=== Begin Enclosure ===

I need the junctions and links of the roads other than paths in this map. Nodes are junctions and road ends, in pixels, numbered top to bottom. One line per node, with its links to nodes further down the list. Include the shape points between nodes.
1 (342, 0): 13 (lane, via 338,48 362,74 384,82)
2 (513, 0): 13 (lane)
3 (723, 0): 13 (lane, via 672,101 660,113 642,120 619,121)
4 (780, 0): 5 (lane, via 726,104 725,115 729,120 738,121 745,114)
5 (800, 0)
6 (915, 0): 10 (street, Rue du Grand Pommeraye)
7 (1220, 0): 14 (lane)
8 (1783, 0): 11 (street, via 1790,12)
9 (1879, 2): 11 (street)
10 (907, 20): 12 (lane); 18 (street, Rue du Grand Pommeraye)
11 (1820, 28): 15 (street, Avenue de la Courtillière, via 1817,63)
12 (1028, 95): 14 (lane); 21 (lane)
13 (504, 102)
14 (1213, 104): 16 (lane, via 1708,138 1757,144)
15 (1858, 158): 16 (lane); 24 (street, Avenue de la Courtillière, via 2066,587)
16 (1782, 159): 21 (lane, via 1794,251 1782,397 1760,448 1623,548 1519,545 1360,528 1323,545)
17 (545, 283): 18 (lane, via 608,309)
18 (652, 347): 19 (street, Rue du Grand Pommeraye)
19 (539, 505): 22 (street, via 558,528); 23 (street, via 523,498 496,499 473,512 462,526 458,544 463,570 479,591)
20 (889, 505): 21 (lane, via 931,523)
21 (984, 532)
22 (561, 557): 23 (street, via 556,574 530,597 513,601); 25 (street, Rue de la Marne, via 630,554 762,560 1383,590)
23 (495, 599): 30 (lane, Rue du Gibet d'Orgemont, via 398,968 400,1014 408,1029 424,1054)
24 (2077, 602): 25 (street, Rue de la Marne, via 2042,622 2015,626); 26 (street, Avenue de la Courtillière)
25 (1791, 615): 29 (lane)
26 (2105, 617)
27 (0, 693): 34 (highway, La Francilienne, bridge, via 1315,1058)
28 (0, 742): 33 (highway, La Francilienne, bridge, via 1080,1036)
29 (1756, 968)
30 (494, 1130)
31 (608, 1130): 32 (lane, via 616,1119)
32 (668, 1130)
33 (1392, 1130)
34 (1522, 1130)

=== End Enclosure ===

Brief: Lines with the word "Pommeraye": copy each one from the data above.

Problem solution:
6 (915, 0): 10 (street, Rue du Grand Pommeraye)
10 (907, 20): 12 (lane); 18 (street, Rue du Grand Pommeraye)
18 (652, 347): 19 (street, Rue du Grand Pommeraye)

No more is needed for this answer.